2. Quatre offres ont été déposées, parmi lesquelles celle de la société Sopro, précédente attributaire du marché.

3. Le 4 novembre 2020, la société SIA Habitat a informé la société Sopro, que la commission d'appel d'offres, tenue le même jour, n'avait pas retenu son offre et que le marché avait été attribué à la société Sorehal.

4. Soutenant que la société Sorehal avait mis en oeuvre à son égard des actes de concurrence déloyale en se prévalant de personnels qui ne figuraient pas parmi ses employés et par le débauchage de certains de ses salariés, la société Sopro a assigné la société SIA Habitat selon les formes prévues à l'article 1441-1 du code de procédure civile et sur le fondement des articles 2 et 5 de l'ordonnance n° 2009-515 du 7 mai 2009, afin qu'il lui soit fait défense de poursuivre la signature du contrat avec la société Sorehal et que l'annulation de l'attribution du marché soit prononcée.

Non-lieu à statuer soutenu par la défense

5. La société SIA soutient que la signature du marché étant intervenue à la suite de l'ordonnance, le pourvoi est sans objet et qu'il convient de prononcer un non-lieu à statuer.

6. Cependant, si cette circonstance met fin aux pouvoirs du juge saisi en matière précontractuelle, elle ne prive pas d'objet le pourvoi contestant la décision prise par celui-ci avant que cette signature n'intervienne.

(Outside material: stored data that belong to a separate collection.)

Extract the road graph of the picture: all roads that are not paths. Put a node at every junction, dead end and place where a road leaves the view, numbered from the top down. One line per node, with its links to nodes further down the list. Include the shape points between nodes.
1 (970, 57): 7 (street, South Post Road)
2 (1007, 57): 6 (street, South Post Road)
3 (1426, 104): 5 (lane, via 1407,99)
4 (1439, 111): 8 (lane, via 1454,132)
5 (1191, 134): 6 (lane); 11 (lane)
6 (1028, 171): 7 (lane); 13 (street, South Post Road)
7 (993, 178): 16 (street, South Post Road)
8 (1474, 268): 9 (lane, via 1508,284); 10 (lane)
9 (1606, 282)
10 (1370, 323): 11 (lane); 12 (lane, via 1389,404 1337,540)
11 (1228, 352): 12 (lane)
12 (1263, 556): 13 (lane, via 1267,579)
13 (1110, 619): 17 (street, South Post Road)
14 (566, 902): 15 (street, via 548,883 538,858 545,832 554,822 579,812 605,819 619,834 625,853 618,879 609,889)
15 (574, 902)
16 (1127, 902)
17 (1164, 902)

7. Il y a donc lieu de statuer sur le pourvoi.

Examen du moyen

Sur le moyen, pris en sa première branche

Enoncé du moyen

8. La société Sopro fait grief à l'ordonnance de rejeter ses demandes contre la société SIA Habitat en raison de l'attribution d'un marché à la société Sorehal, alors « que le juge des référés précontractuels doit s'assurer du respect du principe d'égalité de traitement entre les candidats ; que la prise en compte par le pouvoir adjudicateur de renseignements erronés relatifs aux capacités professionnelles, techniques et financières d'un candidat est susceptible de fausser l'appréciation portée sur les mérites de cette candidature au détriment des autres candidatures et ainsi de porter atteinte au principe d'égalité de traitement entre les candidats ; qu'en l'espèce, la société Sopro faisait valoir que la société Sorehal, qui avait obtenu le marché, avait présenté une situation fausse et avait cherché à tromper la société SIA Habitat, pouvoir adjudicateur, quant à ses ressources humaines réelles ; qu'à l'appui de ce moyen, elle produisait aux débats le registre d'entrées et sorties du personnel de la société Sorehal et le rapport d'analyse des offres, dont la comparaison faisait ressortir que la société Sorehal avait mentionné dans son offre de nombreux salariés qui n'étaient en réalité pas inscrits à son registre du personnel, à savoir Mme [S] et MM. [O], [B], [C], [F], [U], [N], [W], [H], [K], [E], [Z], [J], [M], [A], [Y], [P], [T] et [L] ; qu'en se bornant à retenir qu'il n'était pas démontré que la société SIA Habitat ait été informé des prétendues pratiques de concurrence déloyale de la société Sorehal, ni même qu'elle n'aurait pas procédé aux vérifications suffisantes, quand il appartenait au juge du référé précontractuel de vérifier lui-même, au vu des preuves produites devant lui, que le pouvoir adjudicateur n'avait pas pris en compte des renseignements erronés relatifs aux ressources humaines, et donc aux capacités professionnelles, du candidat retenu, susceptible de caractériser une atteinte au principe d'égalité de traitement entre les candidats, le juge des référés précontractuels a privé sa décision de base légale au regard de l'article 2 de l'ordonnance n° 2009-515 du 7 mai 2009 et de l'article 1441-1 du code de procédure civile. »

Réponse de la Cour

Vu l'article 2 de l'ordonnance n° 2009-515 du 7 mai 2009 :

9. Ce texte dispose :

« En cas de manquement aux obligations de publicité et de mise en concurrence auxquelles est soumise la passation par des pouvoirs adjudicateurs des contrats de droit privé ayant pour objet l'exécution de travaux, la livraison de fournitures ou la prestation de services, avec une contrepartie économique constituée par un prix ou un droit d'exploitation, les personnes ayant intérêt à conclure l'un de ces contrats et susceptibles d'être lésées par ce manquement peuvent saisir le juge avant la conclusion du contrat.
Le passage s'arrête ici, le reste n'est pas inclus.